Big tech earnings aren’t providing a clear story at a time when the stock market needs it.
A look at Microsoft’s results tells an investor that business-to-business spending may be on the rise again, with declines in cloud spending bottoming out. Google’s launch peak tells this investor the opposite.
The result is a feeling familiar to investors over the past month: little confidence in what might happen next. Google shares fell about 9% while Microsoft held on to a 3% gain as rising bond yields once again dragged broader indexes lower and the tech-heavy Nasdaq Composite (^IXIC) had its worst single trading day in about eight months.
“There is a real dispersion,” said Rick Rieder, global CIO at BlackRock, referring to Microsoft and Alphabet’s gains. “We are receiving a number of conflicting signals from the market. That’s why markets are so turbulent and uncertain.”
The signs Rieder mentions have been building in both directions over the past month, as the debate over the fate of the Federal Reserve in its fight to lower inflation hangs over markets.
Some of these pose risks that are beyond the norm, such as the simmering geopolitical dispute in the Middle East and the 22-day saga in Washington that ended with a new Speaker of the House, but it’s still a “good and bad” situation, according to Qontigo managing director Melissa message”. Brown.
“The good news is that the uncertainty has dissipated,” Brown told Yahoo Finance Live. “On the other hand, it may be replaced by another uncertainty about whether the government will shut down and what will really happen to spending.”

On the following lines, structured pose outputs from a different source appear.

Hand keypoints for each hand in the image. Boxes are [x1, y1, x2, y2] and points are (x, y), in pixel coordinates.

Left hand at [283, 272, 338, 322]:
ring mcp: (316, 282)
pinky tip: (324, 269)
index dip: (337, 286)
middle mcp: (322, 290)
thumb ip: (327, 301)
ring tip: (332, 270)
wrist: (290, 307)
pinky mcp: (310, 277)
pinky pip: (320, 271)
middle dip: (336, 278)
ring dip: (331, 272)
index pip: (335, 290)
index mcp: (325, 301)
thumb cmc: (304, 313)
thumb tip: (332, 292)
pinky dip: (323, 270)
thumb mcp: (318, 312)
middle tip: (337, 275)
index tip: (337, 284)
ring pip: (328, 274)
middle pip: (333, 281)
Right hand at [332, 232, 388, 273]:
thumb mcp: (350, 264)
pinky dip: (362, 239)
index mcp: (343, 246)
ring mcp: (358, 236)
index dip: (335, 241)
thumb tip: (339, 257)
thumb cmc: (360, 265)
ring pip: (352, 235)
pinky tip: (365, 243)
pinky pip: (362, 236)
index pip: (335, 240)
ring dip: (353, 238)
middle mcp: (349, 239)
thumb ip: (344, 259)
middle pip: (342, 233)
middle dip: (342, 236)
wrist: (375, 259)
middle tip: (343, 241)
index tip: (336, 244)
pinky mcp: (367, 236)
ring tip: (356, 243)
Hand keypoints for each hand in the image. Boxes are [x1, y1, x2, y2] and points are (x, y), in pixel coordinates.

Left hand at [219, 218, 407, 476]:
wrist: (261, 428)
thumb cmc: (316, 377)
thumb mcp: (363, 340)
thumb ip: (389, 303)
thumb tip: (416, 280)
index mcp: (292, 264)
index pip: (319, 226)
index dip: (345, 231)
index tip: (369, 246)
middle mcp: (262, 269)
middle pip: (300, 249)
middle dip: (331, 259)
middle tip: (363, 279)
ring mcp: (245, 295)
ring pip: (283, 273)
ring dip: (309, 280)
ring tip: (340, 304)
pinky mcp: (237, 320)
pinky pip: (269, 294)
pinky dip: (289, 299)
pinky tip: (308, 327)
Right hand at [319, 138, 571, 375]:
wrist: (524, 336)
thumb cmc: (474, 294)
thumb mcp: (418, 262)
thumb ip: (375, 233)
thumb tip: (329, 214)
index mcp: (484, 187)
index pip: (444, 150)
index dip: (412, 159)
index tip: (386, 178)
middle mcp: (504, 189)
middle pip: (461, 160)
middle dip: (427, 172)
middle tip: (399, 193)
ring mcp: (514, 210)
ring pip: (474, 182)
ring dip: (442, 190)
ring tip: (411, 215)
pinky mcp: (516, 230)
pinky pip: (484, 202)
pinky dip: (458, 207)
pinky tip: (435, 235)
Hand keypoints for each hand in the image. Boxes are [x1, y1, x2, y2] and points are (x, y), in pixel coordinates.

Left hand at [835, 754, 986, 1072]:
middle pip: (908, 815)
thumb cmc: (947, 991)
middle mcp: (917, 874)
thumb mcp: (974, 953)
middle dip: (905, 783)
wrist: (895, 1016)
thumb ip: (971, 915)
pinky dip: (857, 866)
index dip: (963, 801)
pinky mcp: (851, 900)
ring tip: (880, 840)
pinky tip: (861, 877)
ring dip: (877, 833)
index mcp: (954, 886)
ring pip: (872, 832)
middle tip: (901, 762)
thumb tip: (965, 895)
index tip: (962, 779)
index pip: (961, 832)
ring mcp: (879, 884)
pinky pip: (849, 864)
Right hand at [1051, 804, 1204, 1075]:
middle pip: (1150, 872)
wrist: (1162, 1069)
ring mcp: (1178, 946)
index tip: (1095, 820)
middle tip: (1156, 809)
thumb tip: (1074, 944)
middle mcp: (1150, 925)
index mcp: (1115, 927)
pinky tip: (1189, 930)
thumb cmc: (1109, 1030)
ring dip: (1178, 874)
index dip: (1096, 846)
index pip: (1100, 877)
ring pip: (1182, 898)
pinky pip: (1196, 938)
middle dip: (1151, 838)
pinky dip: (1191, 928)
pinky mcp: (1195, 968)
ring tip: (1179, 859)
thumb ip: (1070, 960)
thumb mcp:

Others are more market-oriented stories. There have been suggestions that fiscal tightening driven by the Fed’s aggressive rate-hiking campaign could strangle a resilient economy. Some continue to call for further interest rate increases as the path of inflation begins to slow.
But importantly, as Rieder emphasized, not all the news is negative. The economy continued to demonstrate resilience. And with the support of a strong labor market and growing manufacturing activity, the path to a soft landing remains open.
Taken together, this puts markets in a “terrible place,” says Lori Calvasina, head of U.S. equity strategy at RBC Capital Markets.
“While upside risks remain, downside risks have increased, the outlook has become murkier, and we do not believe the pause in S&P 500 gains that we called for in early August is over,” Calvasina wrote in a note on Monday.
It maintains a 4,250 call on the S&P 500, which would be about 1.5% higher since Wednesday’s closing.
“Hunger” for earnings
Market strategists had hoped the gains would be a catalyst to pull stocks out of their recent bond-fueled rut. However, this did not happen.
Evercore ISI’s Julian Emmanuel described the current earnings season as “a relative starvation of price reactions to a positive earnings announcement,” in a research note on Wednesday.
After 128 S&P 500 companies reported entering Wednesday’s trading session, stocks that beat expectations on both earnings per share and revenue saw their shares rise 0.3% the next day. Over the last five years, these companies have seen an average of 1% up.
Missy’s hurt more too. Companies that failed to make profits and profits saw their shares fall by almost 5% the next day. Over the past five years, the move has averaged closer to 3.1%.
It has been well documented at this point that the stock market rally this year was largely driven by the “Magnificent Seven.” Collectively, the shares have the market capitalization to move markets.
But when stocks needed a boost, mega caps behaved like everything else in the markets: mixed. Microsoft and Meta initially rose following their reports. Alphabet and Tesla fell, leaving markets still without clear direction.
Josh Schafer is a reporter for Yahoo Finance.